I know it's untraditional, and I'm probably oversimplifying the process, but it seems workable. Thoughts?
Per this paper, electrolysis can split sodium sulfate into sodium hydroxide and sulfuric acid. If alkali metal sulfates solid or suspension is found in bulk on Mars, things are great because their solutions are splitting into hydroxides and sulfuric acid. The hydroxides are reused to dissolve other metal sulfate, for example Iron(III) sulfate to yield the alkali metal sulfate again and the ferric hydroxide, which is heated at lower temperature than the 1000K mentioned to release water and ferric oxide. The ferric oxide is roasted into pig iron using conventional metallurgy so well known on Earth for a hundred years and more.

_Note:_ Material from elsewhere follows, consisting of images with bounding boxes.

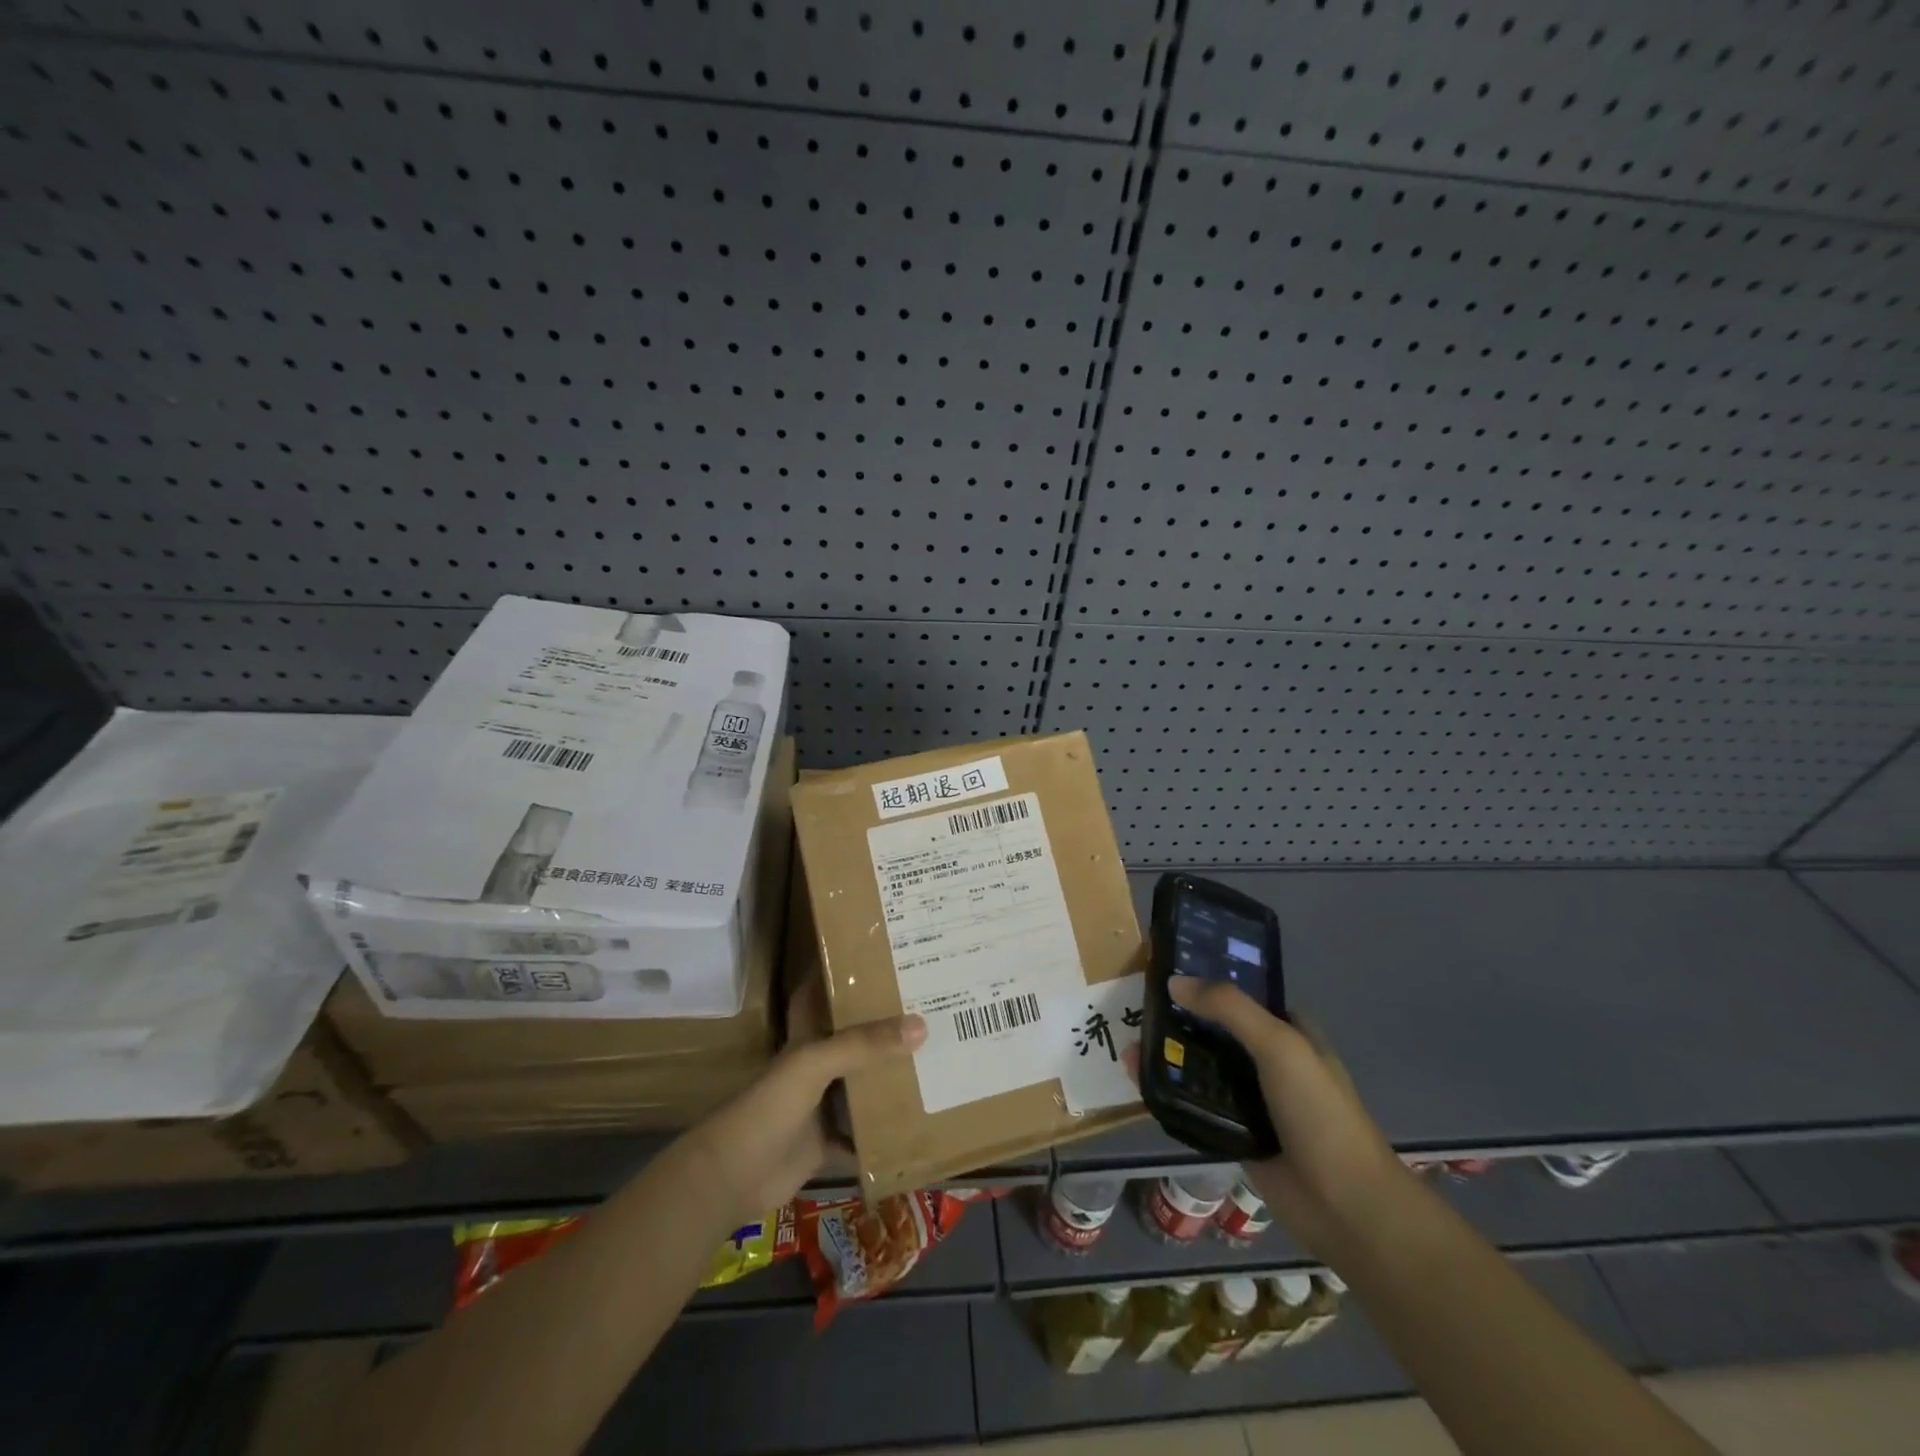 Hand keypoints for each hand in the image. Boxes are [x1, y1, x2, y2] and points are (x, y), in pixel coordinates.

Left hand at [686, 979, 924, 1220]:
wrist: (735, 1175)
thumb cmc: (770, 1105)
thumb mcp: (816, 1063)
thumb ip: (864, 1044)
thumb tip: (921, 1025)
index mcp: (808, 1037)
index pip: (826, 995)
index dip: (845, 975)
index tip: (880, 956)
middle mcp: (818, 1065)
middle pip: (855, 1041)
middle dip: (885, 1027)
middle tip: (930, 1006)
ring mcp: (823, 1105)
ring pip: (864, 1084)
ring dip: (891, 1077)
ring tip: (937, 1057)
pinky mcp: (829, 1142)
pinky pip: (865, 1133)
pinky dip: (887, 1132)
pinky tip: (921, 1121)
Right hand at [1164, 976, 1408, 1261]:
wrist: (1345, 1206)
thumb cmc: (1319, 1113)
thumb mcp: (1279, 1045)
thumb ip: (1229, 1007)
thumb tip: (1173, 981)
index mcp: (1290, 1032)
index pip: (1243, 994)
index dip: (1210, 980)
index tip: (1168, 970)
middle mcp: (1270, 1061)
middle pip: (1217, 1030)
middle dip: (1181, 1020)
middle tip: (1139, 1009)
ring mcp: (1253, 1100)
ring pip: (1203, 1068)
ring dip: (1171, 1058)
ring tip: (1128, 1044)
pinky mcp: (1236, 1135)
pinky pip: (1197, 1106)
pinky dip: (1172, 1094)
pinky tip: (1139, 1082)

A slippery slope is the gradual loss of water into carbon oxides; however, per this discussion on this forum, large volume of water has been found on Mars.
Else, alkali metal hydroxide can be imported from Earth and recycled in use in factories.
As the population at the beginning is not large, an industrial complex of iron and aluminum metallurgy, sulfuric acid, hydrocarbons, fuel and perflurorocarbon manufacturing, research labs, launching pad for spacecrafts could be possible with extending road or rail to the mining sites on one end and to greenhouse agriculture and residences for the population on the other.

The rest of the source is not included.